La structure du traité pandémies est celle d’une convention-cadre qui mettrait en place une conférence des parties (COP) qui se réunirait en permanence, à l’instar de la convention-cadre sur le changement climatique. […]

Outre le Règlement sanitaire international (RSI) existant, la dernière version (non officielle) de l’«Accord sur les pandémies» comprend également des déclarations qui aboutiraient en fin de compte à trois nouveaux instruments, et non à un seul traité pandémies.

«One Health»

Selon cette tactique du salami, qui consiste à diviser l’accord en plusieurs étapes, trois composantes («instruments») distincts devraient donc exister:

  • Le traité pandémies à proprement parler, que les États membres s’efforcent d’adopter avant la fin de l’année (dans une version «light», c’est-à-dire allégée).
  • Le mécanisme de partage d’information PABS (Pathogen Access and Benefit Sharing System).
  • Le mécanisme de «prévention et de surveillance» selon le principe appelé «One Health» («une seule santé»).

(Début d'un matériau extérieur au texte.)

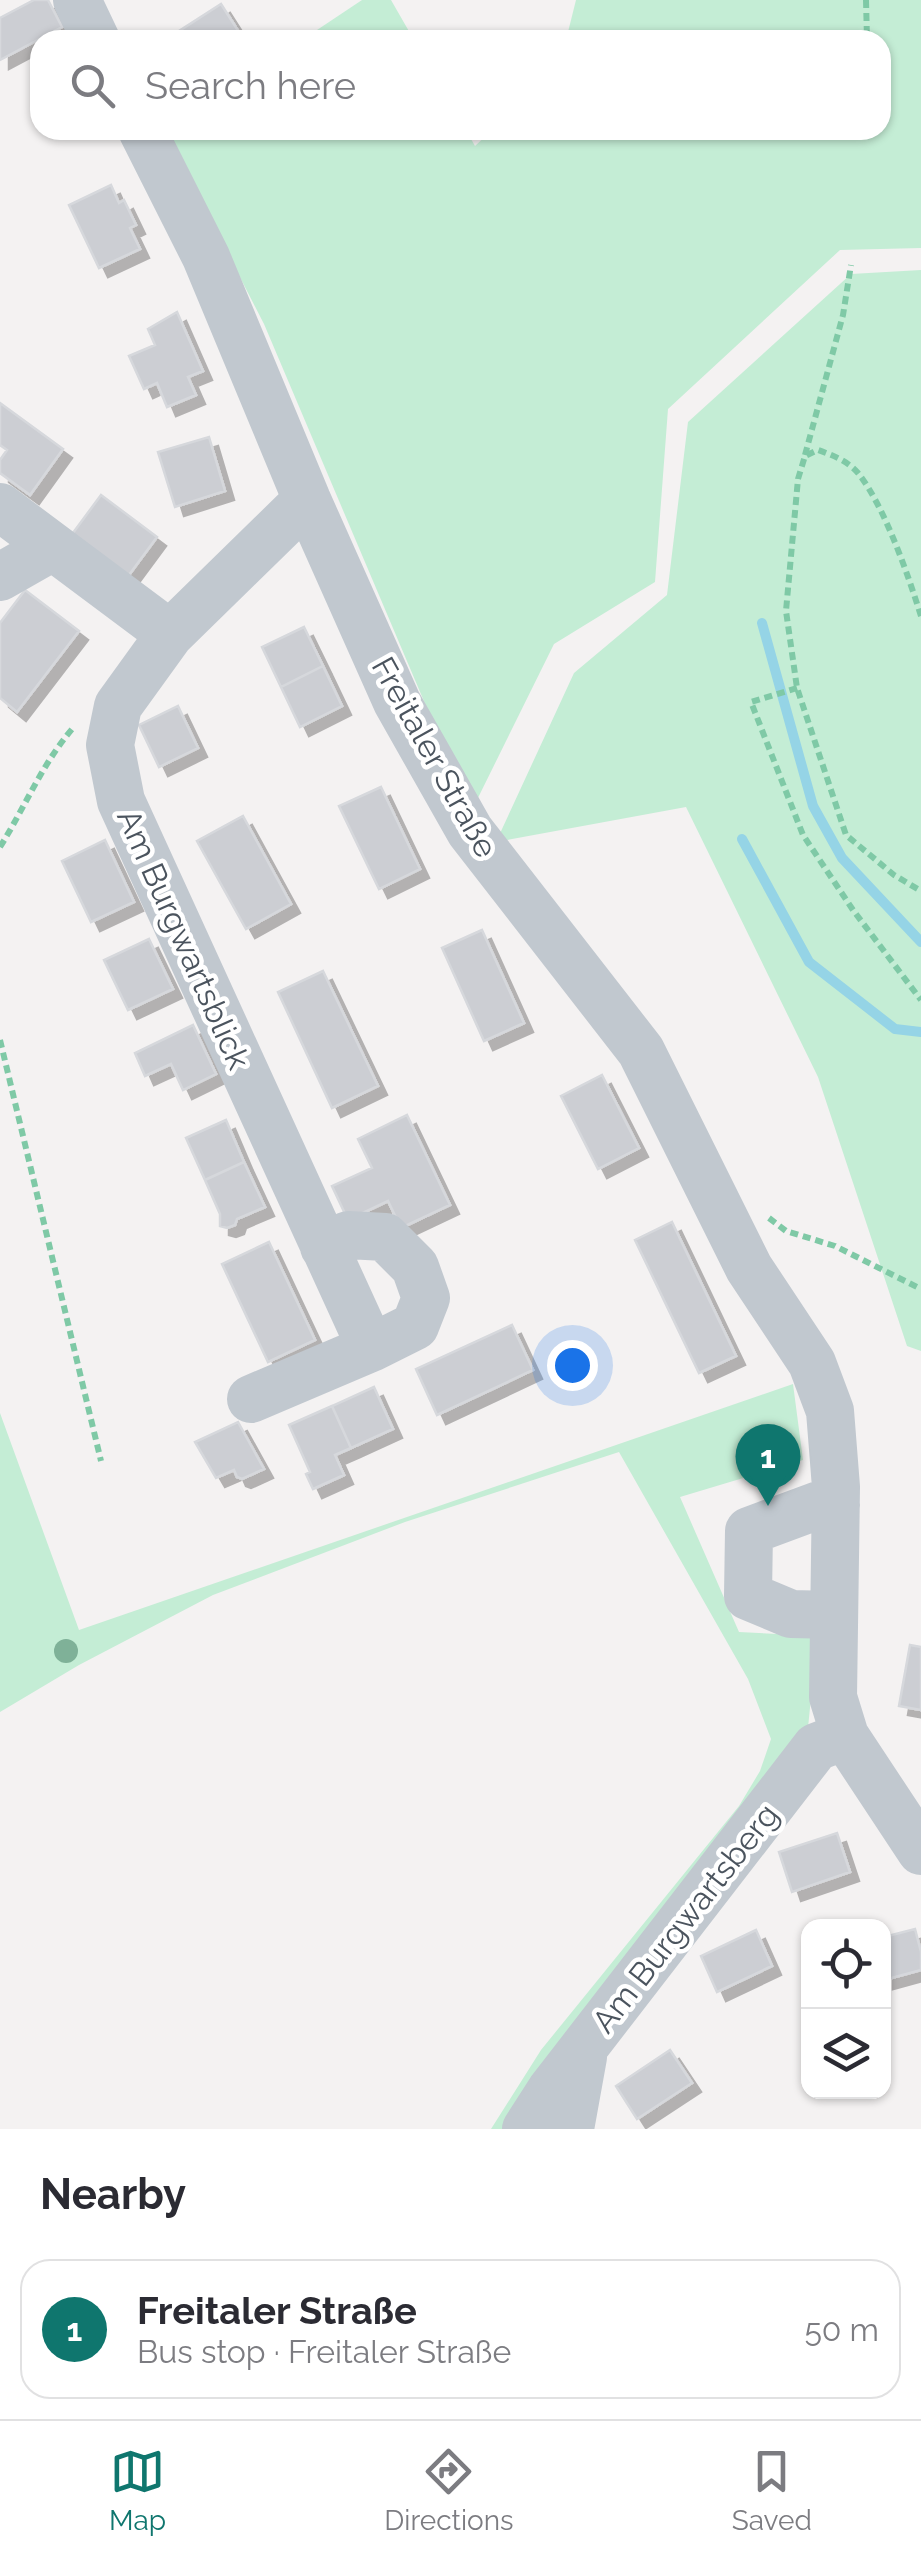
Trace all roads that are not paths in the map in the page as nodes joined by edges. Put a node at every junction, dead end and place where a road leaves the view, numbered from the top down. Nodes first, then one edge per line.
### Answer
1 (77, 0) edge
2 (91, 30) edge
3 (147, 140) edge
4 (307, 500) junction
5 (0, 507) edge
6 (50, 548) junction
7 (0, 577) edge
8 (170, 634) junction
9 (324, 1247) junction
10 (370, 1348) junction
11 (251, 1399) dead end
12 (836, 1505) junction
13 (834, 1615) junction
14 (845, 1736) junction
15 (921, 1850) edge
16 (584, 2048) junction
17 (526, 2129) edge
18 (570, 2129) edge

1 - 2 street
3 - 4 street, Freitaler Straße
4 - 8 street, Am Burgwartsblick
4 - 12 street, Freitaler Straße
5 - 6 street
6 - 7 street
6 - 8 street
8 - 9 street, Am Burgwartsblick
9 - 10 street, Am Burgwartsblick
9 - 10 street
10 - 11 street
12 - 13 street, Freitaler Straße
12 - 13 street
13 - 14 street, Freitaler Straße
14 - 15 street, Freitaler Straße
14 - 16 street, Am Burgwartsberg
16 - 17 street
16 - 18 street, Am Burgwartsberg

Selon l’OMS, le principe «One Health» est défini comme suit:

One Health est une approche intégrée et unificatrice qui vise à équilibrer et à optimiser durablement la santé des personnes, des animaux et des écosystèmes.

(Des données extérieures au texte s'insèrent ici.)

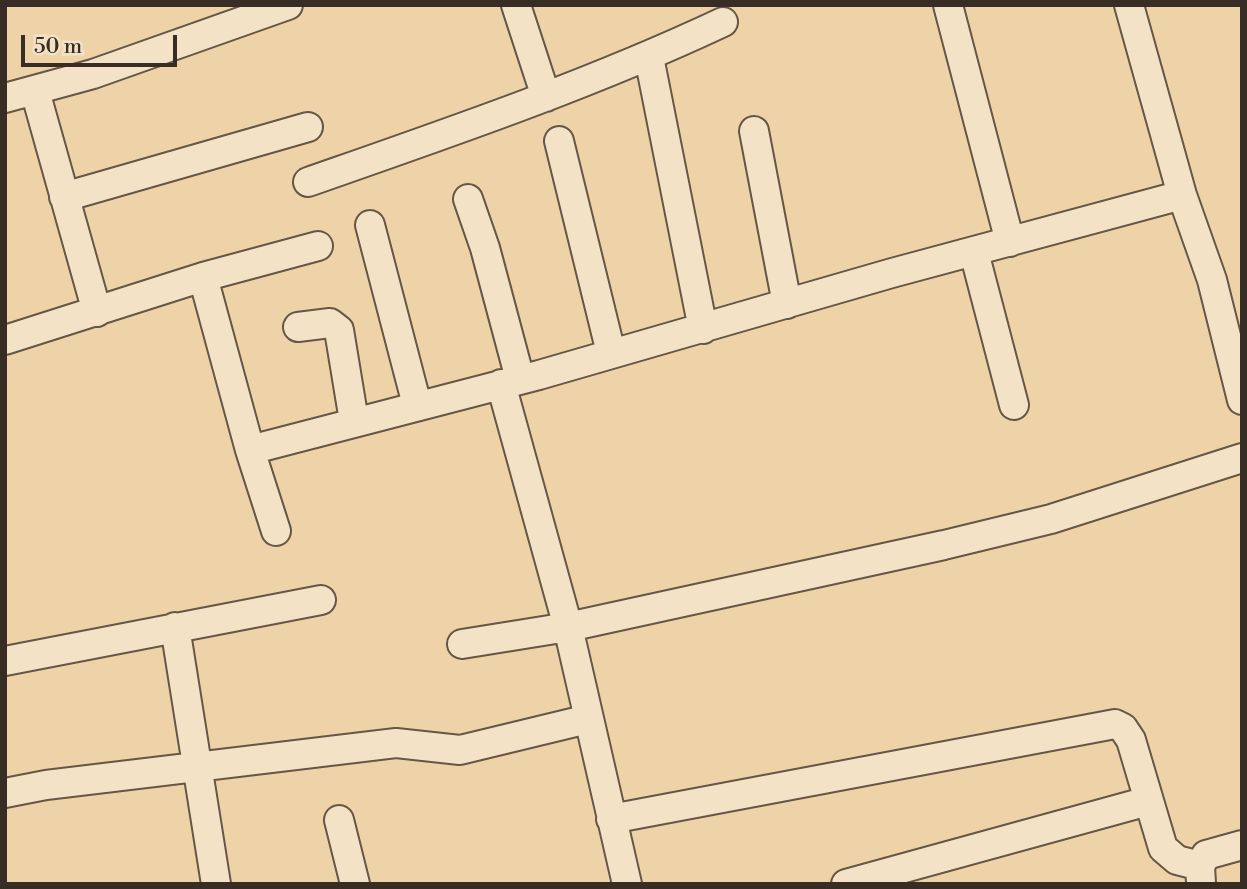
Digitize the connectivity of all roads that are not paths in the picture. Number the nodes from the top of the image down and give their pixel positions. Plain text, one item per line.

En reliant les humains, les animaux et l’environnement, One Health peut contribuer à couvrir l’ensemble du spectre de la lutte contre les maladies – de la prévention à la détection, en passant par la préparation, la réaction et la gestion – et contribuer à la sécurité sanitaire mondiale.

En d’autres termes, il s’agit de faire converger la gouvernance sanitaire, alimentaire et environnementale au niveau mondial, en arguant que tous ces principes sont liés. Vu autrement, il s’agit de donner un pouvoir encore plus fort, encore plus centralisé, et encore plus total sur ces trois domaines pour l’instant disjoints.

La Confédération suisse justifie cette convergence sur le site Web de «l’Office fédéral de la sécurité alimentaire et des affaires vétérinaires» de la façon suivante:

La santé des êtres humains, la santé des animaux, la santé des plantes et la santé de l’environnement sont intimement liées. L’approche Une seule santé promeut la collaboration entre médecines humaine et vétérinaire, et sciences de l’environnement afin d’obtenir de meilleurs résultats en termes de santé.

Comme les êtres humains occupent une surface toujours plus importante sur terre, ils empiètent de plus en plus sur l’habitat des animaux. Cette interaction facilite la propagation des maladies. En outre, les maladies infectieuses transmises par les moustiques ou les tiques progressent de plus en plus vers le nord en raison du changement climatique.

Il s’agit de l’un des défis que l’approche Une seule santé cherche à relever. Les autorités et les milieux scientifiques collaborent étroitement afin de prévenir, de réduire et de contrôler les risques sanitaires. Ce n’est en effet qu’en unissant nos forces que nous pourrons répondre aux défis que présentent notamment la pandémie de Covid-19 et l’augmentation des résistances aux antibiotiques.

En conclusion

La raison pour laquelle la négociation sur le PABS a été repoussée à plus tard concerne essentiellement une question «d’équité», et l’absence de consensus est technique et provient des pays en voie de développement.

Le troisième instrument, One Health, est quant à lui infiniment plus problématique pour la liberté des peuples, puisqu’il ferait converger des domaines du mécanisme de contrôle global pour l’heure assez distincts. C’est donc sans surprise que les délégués de l’OMS ont choisi de l’omettre du traité pour l’instant, de façon à mieux l’adopter subrepticement plus tard.

La manœuvre est subtile, car dans sa version allégée, le traité est moins susceptible de soulever des oppositions. Quand il s’agira par suite de «remplir les cases» (fill-in the blanks, pour reprendre l’euphémisme de l’OMS), il est possible que personne ne s’en aperçoive.